## DATASET RECORDS
>>>>

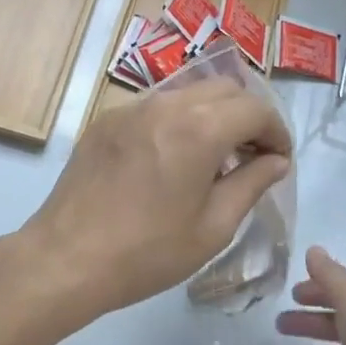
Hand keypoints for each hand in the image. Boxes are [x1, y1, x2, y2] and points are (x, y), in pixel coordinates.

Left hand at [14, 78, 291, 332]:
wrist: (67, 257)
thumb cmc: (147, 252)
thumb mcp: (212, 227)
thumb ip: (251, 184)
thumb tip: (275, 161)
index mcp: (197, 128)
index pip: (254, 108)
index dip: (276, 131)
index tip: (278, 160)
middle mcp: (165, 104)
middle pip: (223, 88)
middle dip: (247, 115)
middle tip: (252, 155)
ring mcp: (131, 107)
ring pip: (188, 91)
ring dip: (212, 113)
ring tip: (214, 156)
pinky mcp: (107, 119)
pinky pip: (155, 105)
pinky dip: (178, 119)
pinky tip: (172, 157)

<<<<
>>>>

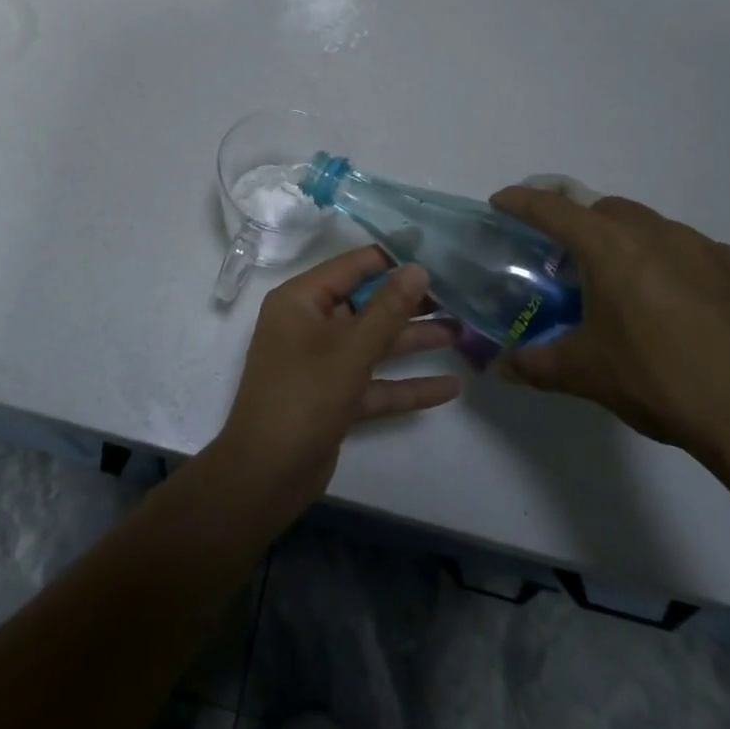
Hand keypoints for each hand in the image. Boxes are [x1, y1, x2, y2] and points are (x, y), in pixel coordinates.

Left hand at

<<<<

## EXERCISE INSTRUCTIONS
Out of the data above, transcribe exactly and only the lines starting with the line that has "ring dip: (212, 113)" and going on through the line that has "pinky tip: (172, 157)", both included.

## ANSWER AREA
ring dip: (212, 113)
ring tip: (214, 156)
pinky mcp: (107, 119)
pinky pip: (155, 105)
pinky dip: (178, 119)
pinky tip: (172, 157)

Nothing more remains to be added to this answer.